La literatura reciente ha sido sensible a esta percepción membranosa. La distopía sería Cero absoluto (2005), de Javier Fernández, donde los ciudadanos llevan un casco de RV puesto todo el tiempo. La novela realista -dentro de un orden posmoderno- sería Cut & Roll de Óscar Gual: "Subes sin moverte, cruzándote con los que bajan y sin mirarlos a los ojos. Los oídos sellados con el iPod y paseándome por entre las multitudes, pero una invisible membrana me impide impregnarme del ambiente. Es como estar dentro del papamóvil. Y con mi propia banda sonora"[4]. El poemario, de Diego Doncel: "La televisión continúa emitiendo porno. / Las autopistas se extienden detrás de las burbujas"[5]. Y la descripción fenomenológica, de Germán Sierra: "Burbujas (...) que hasta hace poco formaban parte del Estado Líquido General y de repente se individualizaron, adoptaron la perfecta forma de la esfera y no volverán a reunirse hasta haber estallado en la superficie, hasta entrar a formar parte del Ideal Estado Gaseoso"[6]. Y también se ha visto en otras literaturas, como la brasileña:

 

"Encerrados en sus casas o departamentos de los grandes centros urbanos, cercados por toda la parafernalia de objetos y bienes culturales que la modernización produjo en estas últimas décadas para una minoría, los sujetos anónimos de estas narrativas (sean los de Sérgio Sant'Anna o, en otro tono, los de C. F. Abreu, usados aquí como ejemplos de ‘nuestros pintores de la vida moderna'), pueden complacerse en mirarse sólo a sí mismos y olvidarse del mundo que ruge allá afuera (...) Encerrados en sí mismos, los narradores de hoy abominan de cualquier shock que pueda estimularlos para romper la burbuja protectora"[7].

 

Pero la cuestión es más peliaguda, porque los espacios donde viven estos personajes también están construidos como una burbuja, según Rem Koolhaas: El ‘espacio basura' está sellado, se mantiene unido no por la estructura, sino por la piel, como una burbuja"[8]. El aire acondicionado, las ventanas dobles, el sellado de espacios, nos aísla del ruido pero también del entorno, como es lógico. Pasamos de unos compartimentos estancos estáticos, las casas, a otros dinámicos, los coches, y en ambos mantenemos la continuidad artificial del aire acondicionado y la conexión perpetua a las redes telefónicas y telemáticas. Podemos pasar un día entero sin respirar el aire de la calle pero, seguramente, ya no podríamos dejar de conectarnos en algún momento. Somos buzos por elección, transparentes por destino. "Cada uno de nosotros convertido en una pequeña burbuja vulnerable, desconectada del resto, en una flor hipernitrogenada que apesta en su estrecho invernadero"[9]. Las vainas o casquetes individuales donde sueñan los habitantes de Matrix, quienes creen tener una vida real pero alimentan a una máquina a la que se conectan mediante cables, son las burbujas con las que cerramos.

 


[1] F. Castro Flórez, Mierda y catástrofe; Fórcola Ediciones, Madrid, 2014, p. 83.

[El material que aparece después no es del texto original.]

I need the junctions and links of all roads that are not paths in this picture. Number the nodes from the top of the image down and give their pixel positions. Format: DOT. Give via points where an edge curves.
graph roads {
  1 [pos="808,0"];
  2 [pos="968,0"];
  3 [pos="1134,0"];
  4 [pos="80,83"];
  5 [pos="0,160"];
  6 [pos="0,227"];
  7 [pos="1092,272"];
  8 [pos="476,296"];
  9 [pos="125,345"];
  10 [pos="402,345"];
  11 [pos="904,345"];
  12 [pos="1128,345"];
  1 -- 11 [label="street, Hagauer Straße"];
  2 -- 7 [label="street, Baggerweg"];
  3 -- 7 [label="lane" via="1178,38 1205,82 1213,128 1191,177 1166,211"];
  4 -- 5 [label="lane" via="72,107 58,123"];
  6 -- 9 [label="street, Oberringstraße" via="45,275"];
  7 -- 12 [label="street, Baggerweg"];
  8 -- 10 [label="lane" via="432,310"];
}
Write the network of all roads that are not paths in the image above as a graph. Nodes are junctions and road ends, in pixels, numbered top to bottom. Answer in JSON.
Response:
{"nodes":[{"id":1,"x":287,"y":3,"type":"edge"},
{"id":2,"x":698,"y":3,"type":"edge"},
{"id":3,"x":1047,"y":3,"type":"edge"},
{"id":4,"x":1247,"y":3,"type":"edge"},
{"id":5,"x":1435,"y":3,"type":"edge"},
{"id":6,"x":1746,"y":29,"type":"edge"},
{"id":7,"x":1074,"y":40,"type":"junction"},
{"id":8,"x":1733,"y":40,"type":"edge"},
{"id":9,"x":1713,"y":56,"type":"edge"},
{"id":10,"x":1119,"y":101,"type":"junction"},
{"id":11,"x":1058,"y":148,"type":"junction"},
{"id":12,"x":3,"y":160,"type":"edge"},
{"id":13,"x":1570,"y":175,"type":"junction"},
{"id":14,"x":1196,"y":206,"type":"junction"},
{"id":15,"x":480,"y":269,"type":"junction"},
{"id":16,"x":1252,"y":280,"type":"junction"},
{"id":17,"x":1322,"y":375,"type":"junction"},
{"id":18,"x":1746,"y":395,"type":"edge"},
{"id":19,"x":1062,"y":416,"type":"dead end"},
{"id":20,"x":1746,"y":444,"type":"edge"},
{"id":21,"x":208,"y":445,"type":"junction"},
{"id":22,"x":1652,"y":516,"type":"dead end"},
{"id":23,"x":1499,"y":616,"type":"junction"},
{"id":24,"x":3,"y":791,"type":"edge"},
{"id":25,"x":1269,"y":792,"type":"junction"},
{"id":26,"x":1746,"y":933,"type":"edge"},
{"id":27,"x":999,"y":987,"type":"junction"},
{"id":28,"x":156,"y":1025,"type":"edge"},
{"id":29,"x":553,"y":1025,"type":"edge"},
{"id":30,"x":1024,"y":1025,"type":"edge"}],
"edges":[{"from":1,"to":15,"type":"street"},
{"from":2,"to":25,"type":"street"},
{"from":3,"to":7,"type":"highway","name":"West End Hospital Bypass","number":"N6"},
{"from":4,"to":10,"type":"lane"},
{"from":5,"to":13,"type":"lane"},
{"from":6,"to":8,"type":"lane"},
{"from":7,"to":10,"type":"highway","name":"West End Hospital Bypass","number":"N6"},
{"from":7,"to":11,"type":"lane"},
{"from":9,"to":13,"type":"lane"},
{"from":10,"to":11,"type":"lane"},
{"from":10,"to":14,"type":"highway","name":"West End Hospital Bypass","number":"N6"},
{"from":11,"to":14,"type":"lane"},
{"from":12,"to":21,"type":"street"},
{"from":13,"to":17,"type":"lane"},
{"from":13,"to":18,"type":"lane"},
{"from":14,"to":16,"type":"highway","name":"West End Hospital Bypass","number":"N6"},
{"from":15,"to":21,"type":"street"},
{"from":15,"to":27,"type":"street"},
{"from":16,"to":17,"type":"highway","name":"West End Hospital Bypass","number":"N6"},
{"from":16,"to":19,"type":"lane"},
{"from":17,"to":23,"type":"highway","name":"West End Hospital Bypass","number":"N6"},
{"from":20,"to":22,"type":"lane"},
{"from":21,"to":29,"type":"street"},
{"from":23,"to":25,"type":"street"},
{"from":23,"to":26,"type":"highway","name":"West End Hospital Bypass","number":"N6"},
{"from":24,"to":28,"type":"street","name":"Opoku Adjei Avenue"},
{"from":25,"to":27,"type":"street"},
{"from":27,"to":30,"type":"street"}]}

[2] F. Duque, el mundo por de dentro. Ontotecnología de la vida cotidiana; Ediciones del Serbal, Barcelona, 1995, p. 125.

[3] Citado en José Manuel Fernández Sánchez, "El giro medial como transformación de los medios (desarrollo paradigmático y deriva epocal en la praxis humana", en Faustino Oncina y Elena Cantarino (eds.), Giros narrativos e historias del saber; Plaza & Valdés Editores, Madrid, 2013, (pp. 110-134), p. 130.

[4] Óscar Gual, Cut and roll; DVD Ediciones, Barcelona, 2008, p. 196.

[5] Diego Doncel, Porno Ficción; DVD Ediciones, Barcelona, 2011, pp. 65-67.

[6] G. Sierra, Intente usar otras palabras; Mondadori, Barcelona, 2009, p. 278.

[7] Tania Pellegrini, La imagen y la letra. Aspectos de la ficción brasileña contemporánea; Fondo de Cultura Económica, México D.F. 2004, p. 79.

[8] Rem Koolhaas, Espacio basura; Gustavo Gili, Barcelona, 2007, pp. 8-9.

[9] Moreno, Javier. 2020. Madrid: Lengua de Trapo, 2013, p. 181.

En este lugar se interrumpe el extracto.